Hospitality Analytics and Insights · Souha Sakly
Souha Sakly
All work
03 / Hospitality BIAnalytics & AI

Infor Hospitality Analytics & Insights

Designing the analytics and insights experience for Infor's hospitality BI platform — dense, configurable dashboards and Rover, the conversational AI assistant that lets anyone ask their data a question in plain language.

A note on visuals. This is a confidential enterprise product, so production screens aren't shared publicly. This case study tells the story through the design problem, the work, and the outcomes.
Role
UX/UI engineer
Design & frontend
Domain
Hospitality
business intelligence
Focus
Analytics & Insights screens
Rover conversational AI
Methods
IA, data hierarchy
Usability testing
Palette
#0E1014
#0A3D33
#0A7D5F
#7CF25E
#F98300
#6600FF
Tools
Figma Angular IDS Enterprise NG ECharts ag-Grid HTML / Sass
The product

Infor Hospitality Analytics and Insights is a next-generation BI platform built specifically for hospitality — hotels, resorts, restaurants, casinos, and event venues. It unifies data from property management, POS, sales, and catering systems into a single source of truth, then turns it into clear, visual analytics teams can act on.
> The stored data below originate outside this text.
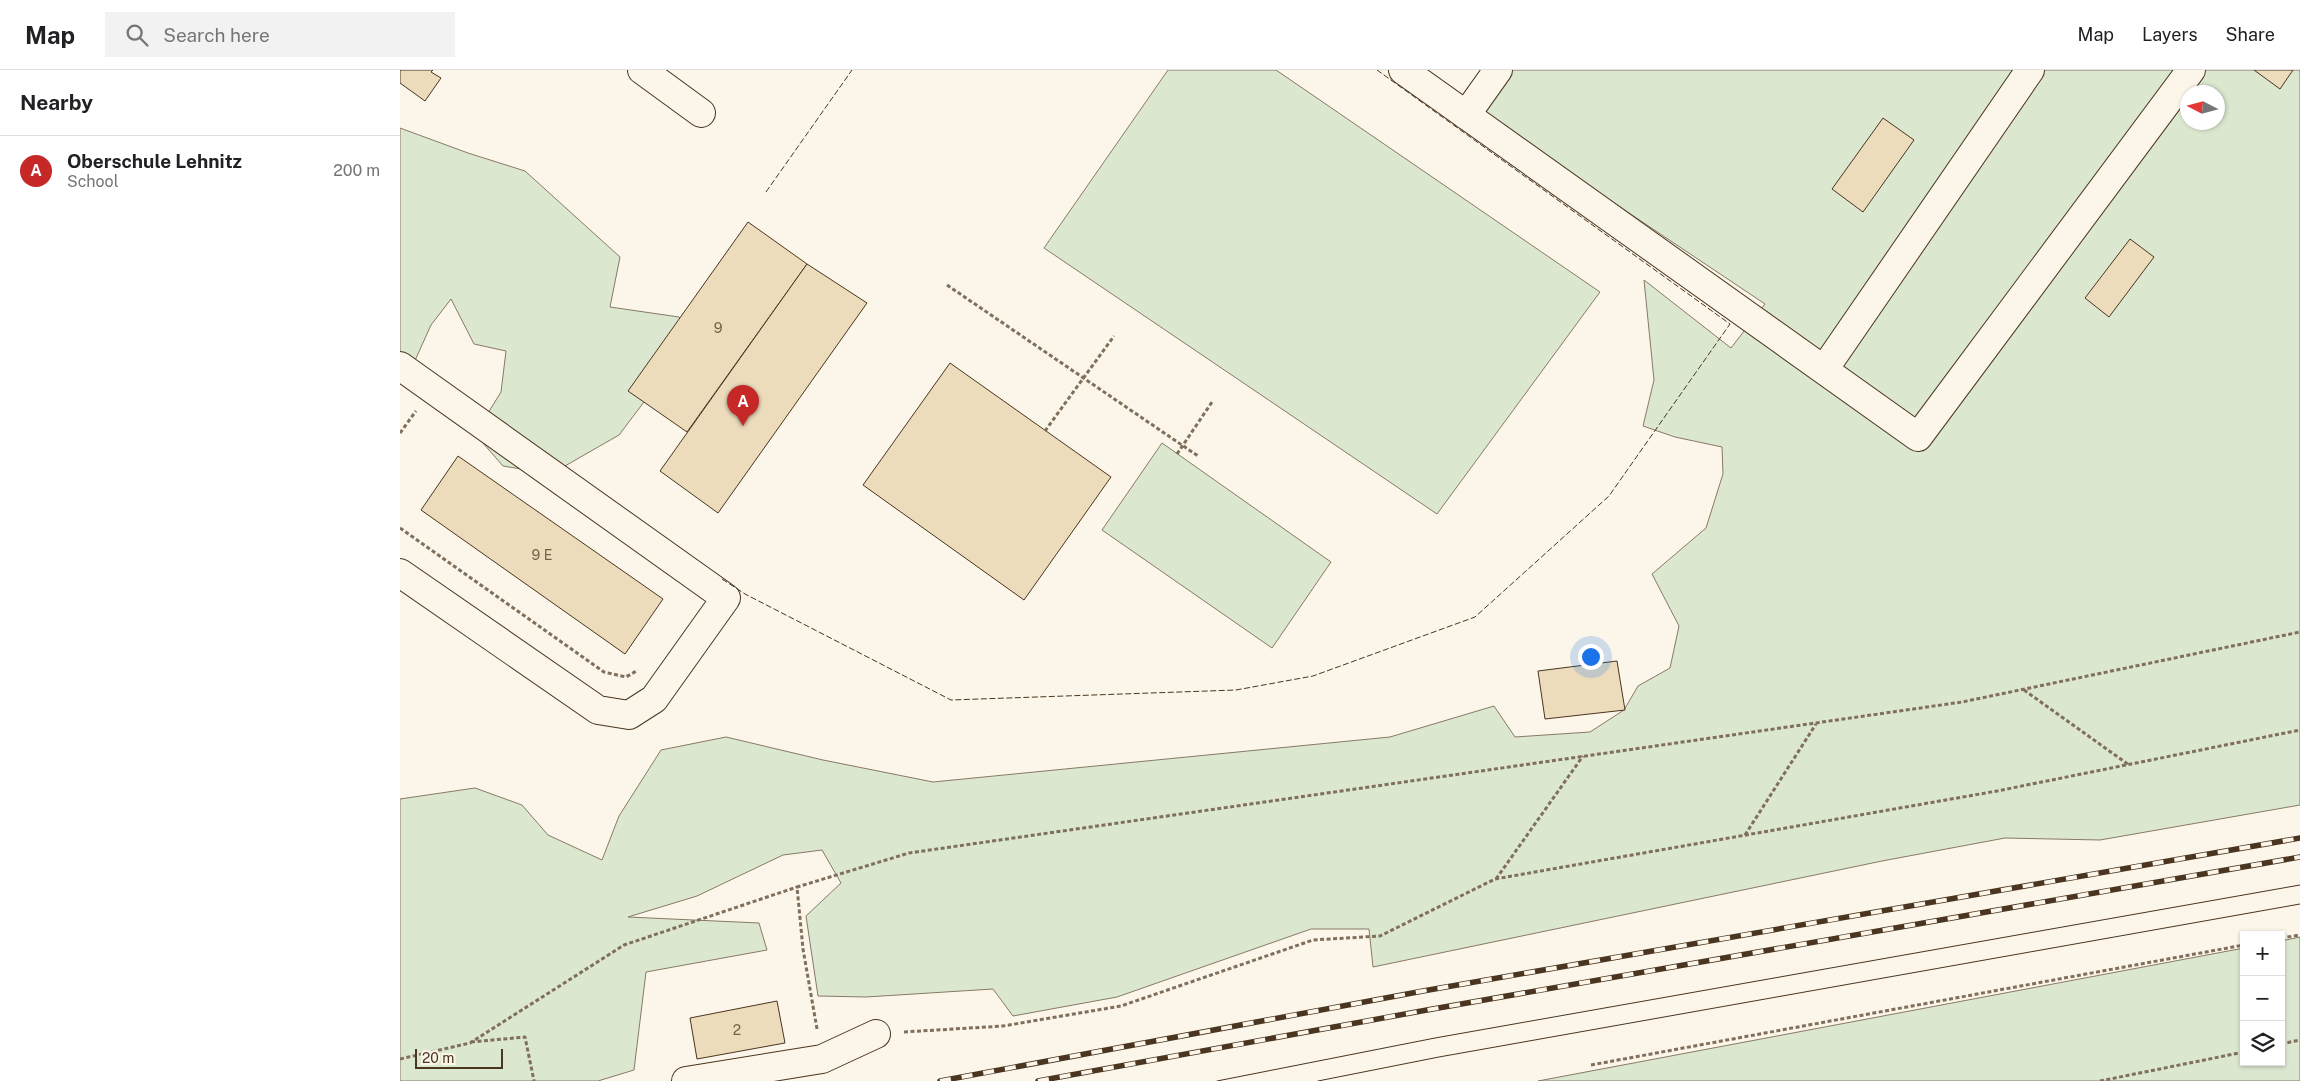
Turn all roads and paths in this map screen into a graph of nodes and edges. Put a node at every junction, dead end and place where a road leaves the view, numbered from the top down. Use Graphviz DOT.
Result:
graph roads {
  1 [pos="642,70"];
  2 [pos="1403,70"];
  3 [pos="1498,70"];
  4 [pos="2030,70"];
  5 [pos="2191,70"];
  6 [pos="701,113"];
  7 [pos="1466,115"];
  8 [pos="947,285"];
  9 [pos="1114,336"];
  10 [pos="400,366"];
  11 [pos="1825,368"];
  12 [pos="1083,378"];
  13 [pos="1212,402"];
  14 [pos="1045,430"];
  15 [pos="1182,445"];
  16 [pos="1177,454"];
  17 [pos="1198,456"];
  18 [pos="400,528"];
  19 [pos="400,573"];
  20 [pos="2300,632"];
  21 [pos="642,668"];
  22 [pos="2024,690"];
  23 [pos="1817,723"];
  24 [pos="2300,730"];
  25 [pos="1583,756"];
  26 [pos="2129,765"];
  27 [pos="1744,836"];
  28 [pos="1495,879"];
  29 [pos="797,886"];
  30 [pos="2300,935"];
  31 [pos="2285,937"];
  32 [pos="2240,946"];
  33 [pos="876,1034"];
  34 [pos="2300,1040"];
  35 [pos="470,1042"];
  36 [pos="2285,1043"];
  37 [pos="2240,1053"];
  38 [pos="400,1059"];
  39 [pos="822,1060"];
  40 [pos="1591,1064"];
  41 [pos="534,1081"];
  42 [pos="686,1081"];
  43 [pos="2100,1081"];
  1 -- 6 [label="lane"];
  2 -- 7 [label="lane"];
  3 -- 7 [label="lane"];
  4 -- 11 [label="lane"];
  5 -- 7 [label="lane"];
  8 -- 12 [label="path"];
  9 -- 12 [label="path"];
  10 -- 19 [label="lane"];
  12 -- 14 [label="path"];
  12 -- 15 [label="path"];
  13 -- 15 [label="path"];
  15 -- 16 [label="path"];
  15 -- 17 [label="path"];
  18 -- 21 [label="path"];
  20 -- 22 [label="path"];
  22 -- 23 [label="path"];
  22 -- 26 [label="path"];
  23 -- 25 [label="path"];
  23 -- 27 [label="path"];
  24 -- 26 [label="path"];
  25 -- 28 [label="path"];
  25 -- 29 [label="path"];
  26 -- 27 [label="path"];
  27 -- 28 [label="path"];
  28 -- 33 [label="path"];
  29 -- 35 [label="path"];
  29 -- 39 [label="path"];
  30 -- 31 [label="path"];
  32 -- 40 [label="path"];
  33 -- 39 [label="lane"];
  34 -- 36 [label="path"];
  35 -- 38 [label="path"];
  35 -- 41 [label="path"];
  37 -- 43 [label="path"];
  39 -- 42 [label="lane"];
}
Unlike generic BI tools, it ships preconfigured dashboards and KPIs that already speak the language of hotel operations, revenue, and guest behavior. My work focused on the analytics and insights screens — and on Rover, the conversational AI assistant at the center of the experience.

01 — The challenge

Hospitality data is complex and fast-moving, and it lives in many systems at once. The promise of the platform is that anyone — not just an analyst — can make a confident decision from it. That's a hard interface problem: surface the few things that matter without burying them, and make the deep data reachable without demanding technical skill.

The design had to do two things at once: present dense, preconfigured analytics that revenue and operations teams trust, and offer a far simpler way in for everyone else.

02 — Information architecture

I structured the analytics screens into tiers of attention, so the eye lands on what needs a decision now, then trends, then the full detail — and reserved color for signal rather than decoration.

TIER 1
Alerts & outliers
Pace, pickup, and pricing signals that need attention today.
TIER 2
Core KPIs & trends
Occupancy, ADR, RevPAR, and revenue, with direction and context.
TIER 3
Transaction-level detail
Granular data and Report Builder — reachable, not always shown.
03 — Rover, the conversational AI

Rover is the conversational layer over the data: users ask a question in plain language and get a real-time, visual answer — no queries, no technical skill. I worked heavily on the Rover experience inside the analytics and insights screens, designing how a question becomes a trustworthy answer.

RRover
How did weekend occupancy compare to last month?
Weekend occupancy is up 6 points versus last month, led by Saturday. ADR held steady, so the gain is genuine demand.
PRINCIPLE 01
Plain language in, visual insight out — the answer is a chart and a sentence, not a data dump.
PRINCIPLE 02
Answers stay transparent and grounded in the real data, so people trust what Rover tells them.
View Rover in Figma ↗
04 — Make it theirs

A platform meant for everyone has to bend to each role. The screens are built around customization: drag-and-drop dashboards, a Report Builder, and widget-level control — so a revenue manager and a GM can each shape the view to the KPIs they care about, and share it without waiting on IT.

Drag & drop
Compose a dashboard from widgets, no setup ticket required.
Report Builder
Build and personalize reports at any level of detail.
Share freely
Publish and share across departments without IT bottlenecks.
05 — Outcome & learnings

The result meets two kinds of user in one product: dense, trustworthy analytics for the people who live in the numbers, and Rover — a plain-language way in for everyone else. Treating conversation as a first-class part of the interface, not a bolt-on, is what makes the platform feel approachable rather than intimidating.

What I took from it: in BI, the design job isn't only visualizing data — it's lowering the cost of asking a question. The closer you get that cost to zero, the more people actually use their data to decide.